Authentication Failed

# Check environment variables
echo $GEMINI_API_KEY
echo $OPENAI_API_KEY
echo $GH_TOKEN

# Or check config files
cat ~/.gemini/.env

Delegation Timeout

# Increase timeout
~/.claude/scripts/automation/llm-delegate.sh -t 300 gemini "large task"

# Or set globally
export LLM_DELEGATE_TIMEOUT=300

View Routing History

# Recent decisions
~/.claude/scripts/lib/llm-logging.sh recent 20

# Today's stats
~/.claude/scripts/lib/llm-logging.sh stats

Shell Syntax Errors

If you see {: command not found or similar errors when piping to llm-delegate:

Problem: Multi-line brace groups { ... } don't work in Claude's Bash tool.

Solutions:

# Use cat with multiple files
cat file1.py file2.py | llm-delegate.sh gemini "review"

# Use command substitution
llm-delegate.sh gemini "$(cat file1.py; echo '---'; cat file2.py)"

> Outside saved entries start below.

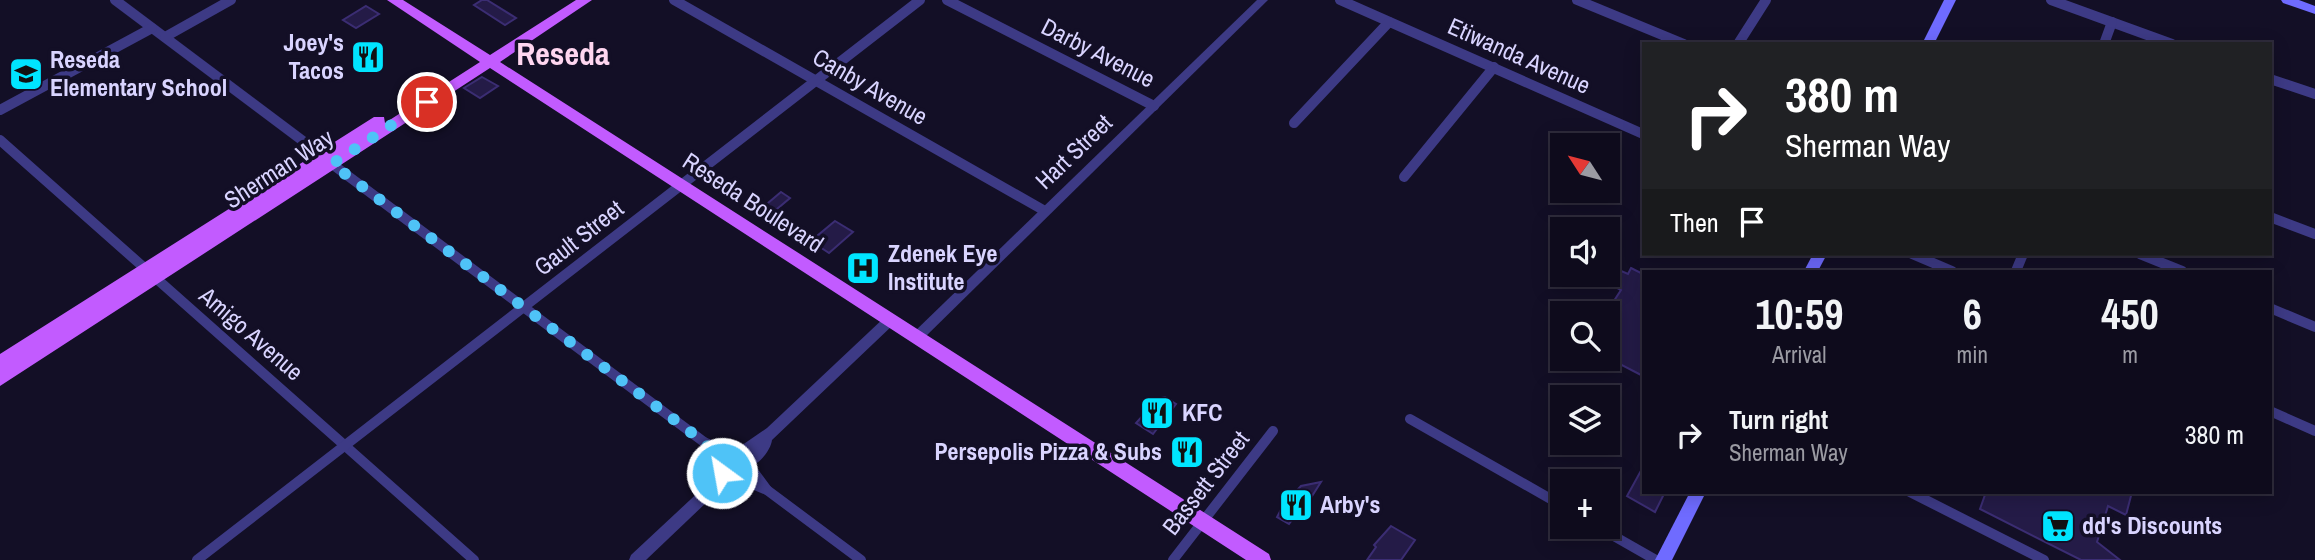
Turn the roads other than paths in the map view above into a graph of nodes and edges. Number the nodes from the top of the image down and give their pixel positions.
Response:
1 (115, 0) edge
2 (231, 0) edge
3 (394, 0) edge
4 (566, 0) edge
5 (585, 0) edge
6 (674, 0) edge
7 (920, 0) edge
8 (947, 0) edge
9 (1263, 0) edge
10 (1340, 0) edge
11 (1577, 0) edge
12 (1766, 0) edge
13 (1950, 0) edge
14 (2051, 0) edge
15 (2287, 0) edge
16 (2315, 10) edge
17 (1389, 22) junction
18 (2112, 22) junction
19 (152, 28) junction
20 (165, 37) junction
21 (1679, 42) edge
22 (1739, 42) edge
23 (1929, 42) edge
24 (2105, 42) edge
25 (2167, 42) edge
26 (485, 59) junction
27 (1494, 67) junction
28 (2272, 80) edge
29 (816, 81) junction
30 (2315, 94) edge
31 (1154, 106) junction
32 (0, 110) edge
33 (1294, 123) dead end
34 (1642, 134) edge
35 (0, 140) edge
36 (328, 160) junction
37 (1404, 177) dead end
38 (681, 186) junction
39 (1045, 211) junction
40 (2272, 218) edge
41 (2315, 234) edge
42 (1917, 256) edge
43 (2145, 256) edge
44 (1950, 270) edge
45 (2180, 270) edge
46 (151, 274) junction
47 (524, 307) junction
48 (2272, 309) edge
49 (890, 320) junction
50 (2315, 327) edge
51 (916, 337) junction
52 (0, 363) edge
53 (0, 379) edge
54 (2272, 412) edge
55 (1410, 419) dead end
56 (1273, 431) dead end
57 (2315, 431) edge
58 (704, 442) junction
59 (346, 446) junction
60 (743, 459) junction
61 (728, 473) junction
62 (768, 490) junction
63 (1697, 494) edge
64 (1914, 494) edge
65 (1550, 499) edge
66 (1202, 522) junction
67 (1619, 539) edge
68 (197, 560) edge
69 (474, 560) edge
70 (636, 560) edge
71 (861, 560) edge
72 (1172, 560) edge
73 (1262, 560) edge
74 (1656, 560) edge
75 (1663, 560) edge
76 (2044, 560) edge

1 - 19 street
2 - 20 street
3 - 26 main road, Reseda Boulevard
4 - 26 main road, Sherman Way
5 - 26 main road, Sherman Way
6 - 29 street, Canby Avenue
7 - 29 street, Gault Street
8 - 31 street, Darby Avenue
9 - 31 street, Hart Street
10 - 17 street, Etiwanda Avenue
11 - 21 street
12 - 22 street
13 - 23 main road
14 - 18 street
15 - 16 main road
17 - 27 street, Etiwanda Avenue
17 - 33 street
18 - 24 street
18 - 25 street
19 - 20 street
19 - 32 street
20 - 36 street
26 - 36 main road, Sherman Way
26 - 38 main road, Reseda Boulevard
27 - 34 street, Etiwanda Avenue
27 - 37 street
28 - 30 street
29 - 38 street, Gault Street
29 - 39 street, Canby Avenue
31 - 39 street, Hart Street
35 - 46 street, Amigo Avenue
36 - 46 main road, Sherman Way
36 - 47 street
38 - 47 street, Gault Street
38 - 49 main road, Reseda Boulevard
39 - 51 street, Hart Street
40 - 41 street
42 - 44 street
43 - 45 street
46 - 52 main road, Sherman Way
46 - 53 main road, Sherman Way
46 - 59 street, Amigo Avenue
47 - 58 street
47 - 59 street, Gault Street
48 - 50 street
49 - 51 main road, Reseda Boulevard
49 - 60 street
51 - 66 main road, Reseda Boulevard
54 - 57 street
55 - 65 street
56 - 66 street, Bassett Street
58 - 60 street
58 - 61 street
59 - 68 street, Gault Street
59 - 69 street, Amigo Avenue
60 - 61 street
60 - 61 street
60 - 62 street
61 - 62 street
61 - 70 street
62 - 71 street
63 - 75 main road
64 - 76 street
66 - 72 street, Bassett Street
66 - 73 main road, Reseda Boulevard
67 - 74 street

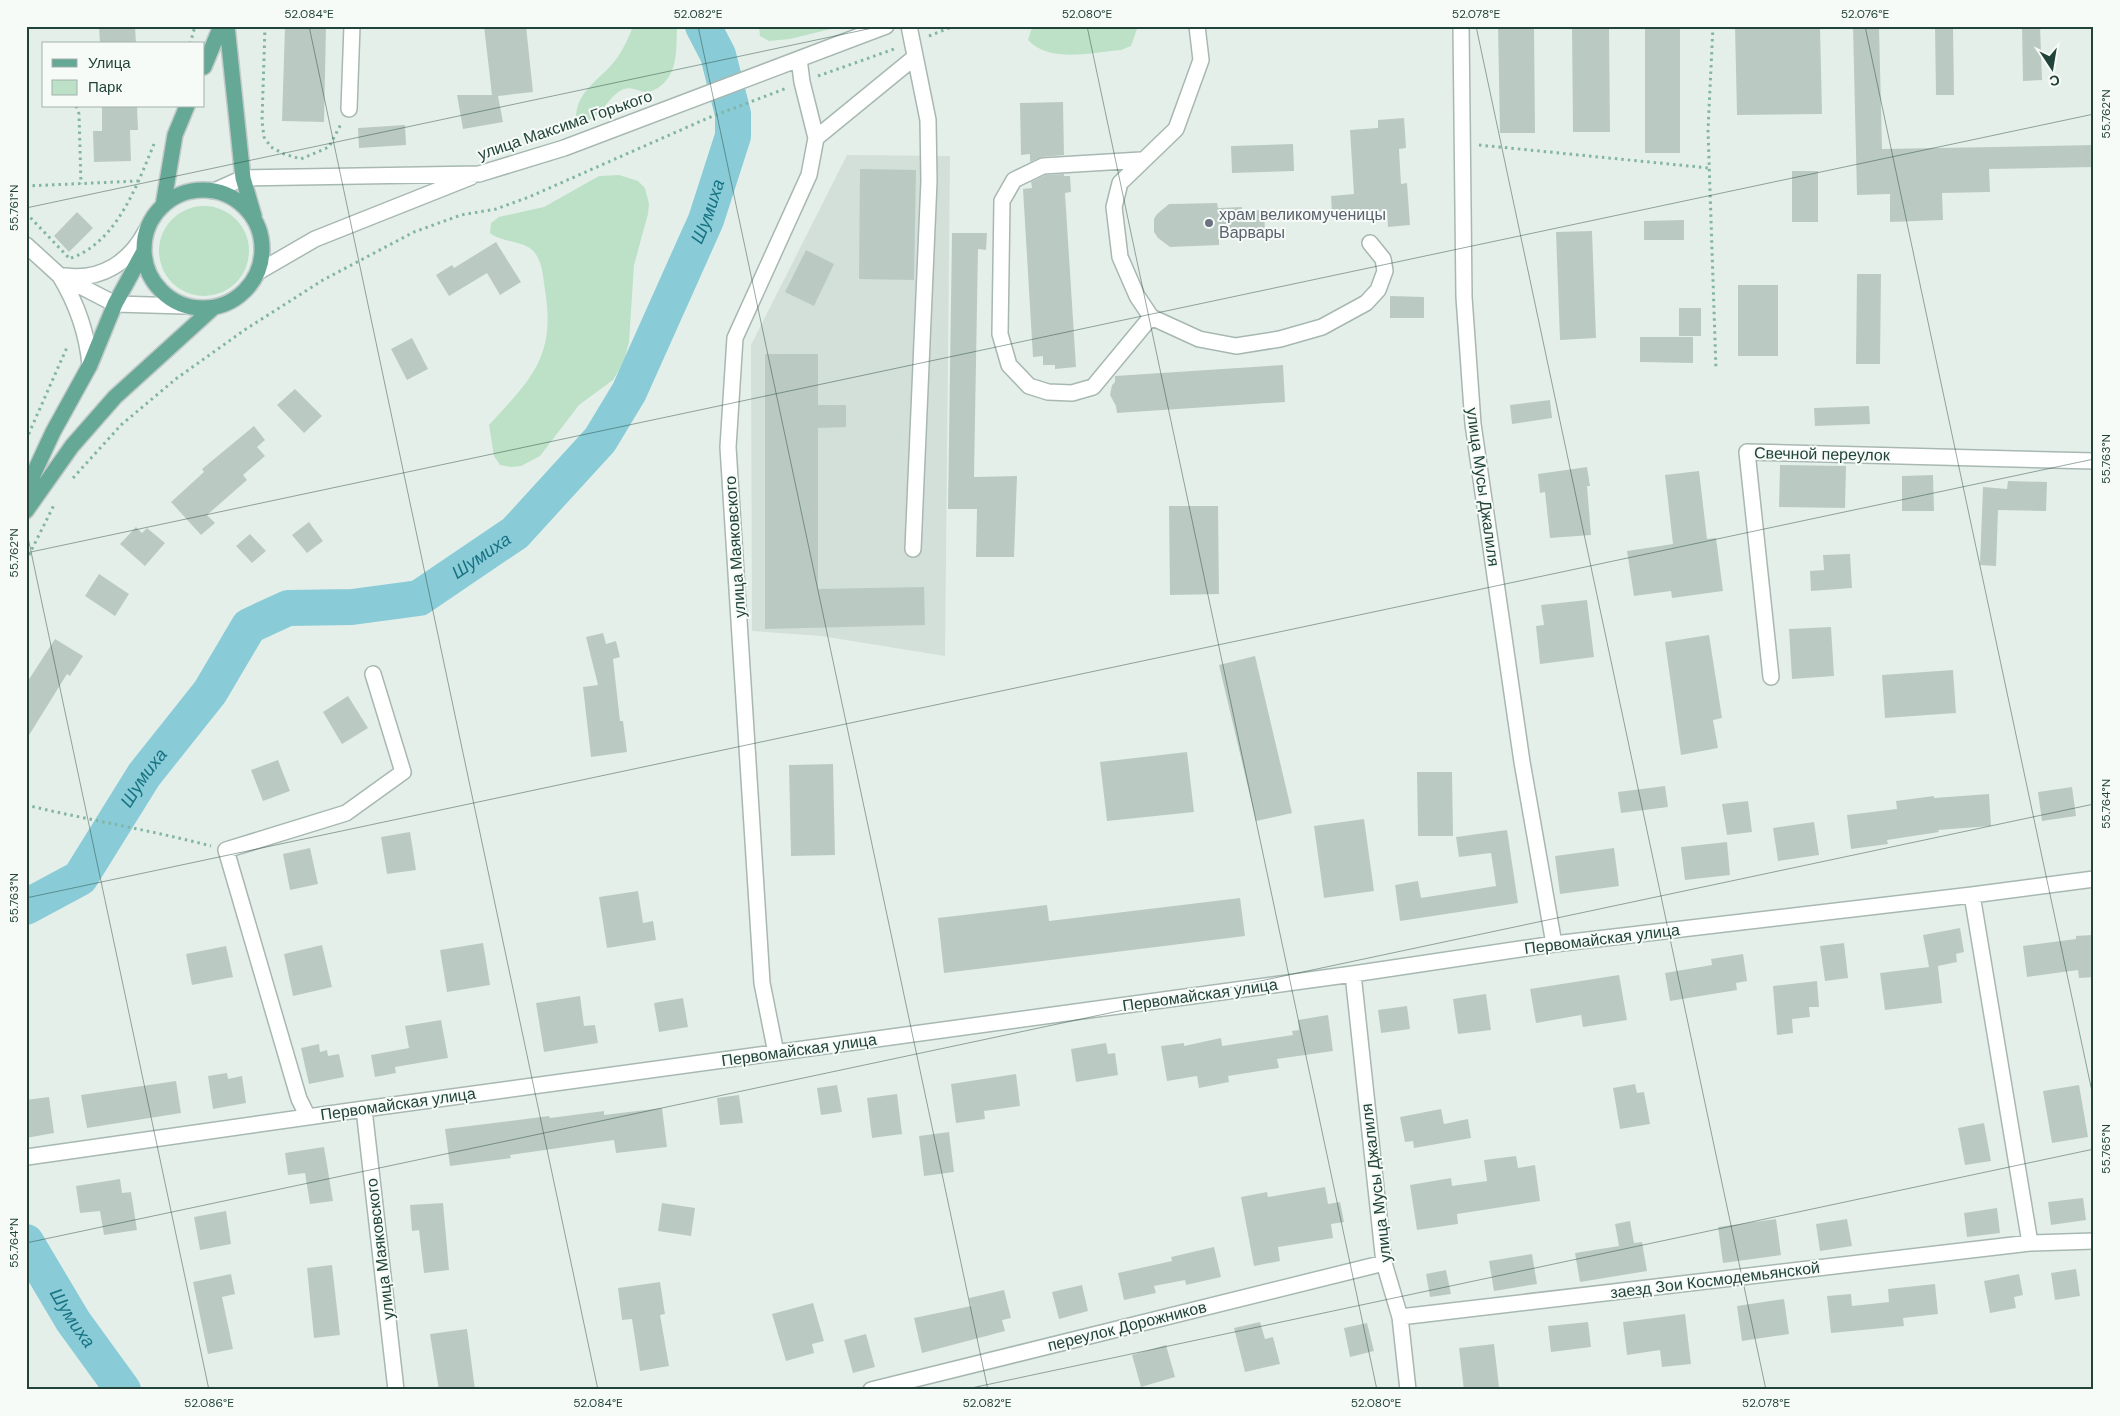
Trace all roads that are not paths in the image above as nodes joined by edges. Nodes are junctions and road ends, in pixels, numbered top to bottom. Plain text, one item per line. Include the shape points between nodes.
1 (221, 26) edge
2 (228, 26) edge
3 (352, 26) edge
4 (886, 26) edge
5 (909, 26) edge
6 (1198, 26) edge
7 (1461, 26) edge
8 (914, 50) junction
9 (799, 59) junction
10 (205, 65) edge
11 (186, 108) edge
12 (349, 108) road end
13 (816, 138) junction
14 (1141, 160) junction
15 (479, 174) junction
16 (243, 178) junction
17 (214, 191) junction
18 (163, 206) junction
19 (255, 220) junction
20 (146, 231) junction
21 (1370, 243) dead end
22 (26, 245) edge
23 (144, 252) junction
24 (258, 272) junction
25 (59, 275) junction
26 (115, 304) junction
27 (185, 306) junction
28 (213, 308) junction
29 (1151, 317) junction
30 (90, 365) junction
31 (2094, 461) edge
32 (26, 490) edge
33 (26, 511) edge
34 (913, 549) dead end
35 (373, 674) dead end
36 (1771, 677) dead end
37 (2094, 879) edge
38 (1972, 895) junction
39 (1554, 944) junction
40 (1353, 974) junction
41 (776, 1053) junction
42 (364, 1108) junction
43 (308, 1117) junction
44 (27, 1157) edge
45 (2094, 1241) edge
46 (2030, 1243) junction
47 (1384, 1263) junction
48 (1400, 1317) junction
49 (396, 1390) edge
50 (871, 1390) edge
51 (1408, 1390) edge

1 - 10 main road
2 - 16 main road
3 - 12 street
4 - 9 street, улица Максима Горького
5 - 8 street
6 - 14 street via 1201,60 1176,128
7 - 39 street, улица Мусы Джалиля via 1464,297 1473,424 1522,762
8 - 13 street
8 - 34 street via 928,120 929,181
9 - 13 street, улица Маяковского
9 - 15 street, улица Максима Горького via 564,148
11 - 18 main road via 175,135
13 - 41 street, улица Маяковского via 809,175 735,338 728,447 762,983
14 - 29 street via 1120,183 1114,207 1120,257 1137,296
14 - 29 street via 1043,166 1014,180 1002,201 1000,334 1009,365 1029,386 1048,392 1072,393 1093,387
15 - 16 street, улица Максима Горького
15 - 24 street via 315,239
16 - 17 street, улица Максима Горького
16 - 19 main road
17 - 18 main road, улица Максима Горького via 187,193
17 - 19 main road, улица Максима Горького via 230,197
18 - 20 main road, улица Максима Горького
19 - 24 main road, улица Максима Горького via 262,246
20 - 23 main road, улица Максима Горького
20 - 25 street via 132,253 110,269 85,276
21 - 29 street via 1383,259 1385,272 1378,290 1366,303 1322,327 1280,339 1236,346 1199,339
22 - 25 street
23 - 26 main road, улица Максима Горького
23 - 27 main road, улица Максима Горького via 156,285 169,298
24 - 28 main road, улица Максима Горького via 248,289 232,301
25 - 26 street
25 - 30 street via 81,318
26 - 27 street
26 - 30 main road, улица Максима Горького
27 - 28 main road, улица Максима Горького
28 - 33 main road, улица Максима Горького via 116,397 72,446
30 - 32 main road, улица Максима Горького
31 - 36 street, Свечной переулок via 1747,452
35 - 43 street, Первомайская улица via 403,772 346,812 226,850 299,1099
37 - 38 street, Первомайская улица
38 - 39 street, Первомайская улица
38 - 46 street
39 - 40 street, Первомайская улица
40 - 41 street, Первомайская улица
40 - 47 street, улица Мусы Джалиля
41 - 42 street, Первомайская улица
42 - 43 street, Первомайская улица
42 - 49 street, улица Маяковского
43 - 44 street, Первомайская улица
45 - 46 street, заезд Зои Космодемьянской
46 - 48 street, заезд Зои Космодемьянской
47 - 48 street, улица Мусы Джалиля
47 - 50 street, переулок Дорожников
48 - 51 street, улица Мусы Джалиля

# Use semicolons for multiple commands
(echo "Header"; cat file.py; echo "Footer") | llm-delegate.sh gemini "analyze"

Integration

  • batch-operations: Delegate multiple tasks in parallel
  • context-optimizer: Suggest delegation when context bloated
  • using-tmux: Foundation for CLI delegation

Should NOT Attempt

  • Routing sensitive data to external providers without user awareness
  • Using external providers for tasks Claude handles well (unnecessary cost)
  • Delegating without checking provider availability first
  • Ignoring fallback chain when primary provider fails
  • Using Gemini for small tasks (overhead not worth it)

Escalation

  • Provider consistently failing → Check authentication and quotas
  • All providers unavailable → Fall back to Claude-only workflow
  • Routing decisions wrong → Adjust routing rules in llm-route.sh

When Blocked

If multi-LLM routing fails:

  1. Run ~/.claude/scripts/diagnostics/llm-status.sh to check provider status
  2. Verify API keys are set correctly
  3. Try the fallback chain manually
  4. If all providers fail, proceed with Claude only
  5. Report which providers failed and why